Versailles’ Dirty Corner

Clearly, some angry people do not think the Dirty Corner, a sculpture by British Indian sculptor and artist, Sir Anish Kapoor, is art. The piece, dubbed the “Vagina of Versailles” is so controversial that it was recently defaced with streams of yellow paint by unknown vandals—thought to be not only due to what it represents, but its placement in the garden of the historical and beloved Palace of Versailles in June of this year.

Once the home of notorious 18th century French queen, Marie Antoinette, the palace is one of the most popular tourist landmarks in Paris. Many come to marvel at its unique array of majestic fountains, sculptures of Roman gods and antiquities. But some Parisians are taken aback, bewildered—and simply offended. The 197-foot tubular red metal replica of female genitalia, according to the Wall Street Journal, is now the focal point of visitors, but some do not consider it worthy of placement at the palace—and it is believed to detract from its revered beauty. Many in the art world also consider it art, but some vociferously—and loudly—don’t.
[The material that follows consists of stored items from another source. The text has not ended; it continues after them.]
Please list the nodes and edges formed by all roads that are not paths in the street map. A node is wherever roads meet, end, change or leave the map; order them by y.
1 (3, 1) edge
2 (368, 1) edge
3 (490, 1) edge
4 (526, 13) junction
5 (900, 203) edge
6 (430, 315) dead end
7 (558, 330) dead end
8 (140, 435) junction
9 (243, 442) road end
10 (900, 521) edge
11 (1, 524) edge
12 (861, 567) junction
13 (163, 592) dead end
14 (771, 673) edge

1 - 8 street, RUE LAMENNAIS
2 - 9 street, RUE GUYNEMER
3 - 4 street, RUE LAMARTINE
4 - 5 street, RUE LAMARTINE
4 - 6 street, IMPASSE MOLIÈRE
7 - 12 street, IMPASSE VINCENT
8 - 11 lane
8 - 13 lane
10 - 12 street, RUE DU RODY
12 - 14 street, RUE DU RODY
Dirty Corner won’t keep its placement for long. It is part of a six-piece summer art exhibit created by the acclaimed Turner prize-winning artist, who is famous in the art world for using organic materials such as limestone, and other such materials to create his work. His sculptures, both small and large scale, are viewed all over the world. In 2006, Kapoor created and installed the 23-ton Sky Mirror that resides at Rockefeller Center, but he is probably most widely known for his Orbital Tower at the center of the Olympic Park in London.

Scandalous or Thought Provoking?

Though the “scandalous” piece is not the typical masterpiece you would expect to see at the palace, Dirty Corner signifies more than meets the eye. When interviewed by the French newspaper, Journal du Dimanche, Kapoor revealed his sculpture represents “the vagina of the queen who is taking power,” an idea that is applauded and favored by art enthusiasts. He later suggested that the sculpture is subject to individual interpretation.

In a report by Agence France-Presse, Kapoor said in a statement,  “The point is to create a dialogue related to the grand gardens and its sculptures,” and it’s safe to say, Dirty Corner certainly achieved that. Kapoor says the defacement is politically motivated, according to the Metro Canada. He is extremely saddened and calls the vandalism a “tragedy.” But he also said in a statement reported by Observer, “…the blind vandalism proves that the power of art can intrigue minds and move limits…the positive thing about this attack is that it highlights the creative force of an inanimate object.”

A cleansing by palace employees will restore the unique sculpture, which is now generating quite a lot of publicity for the artist and the palace. That, Kapoor believes, makes Dirty Corner an artistic triumph.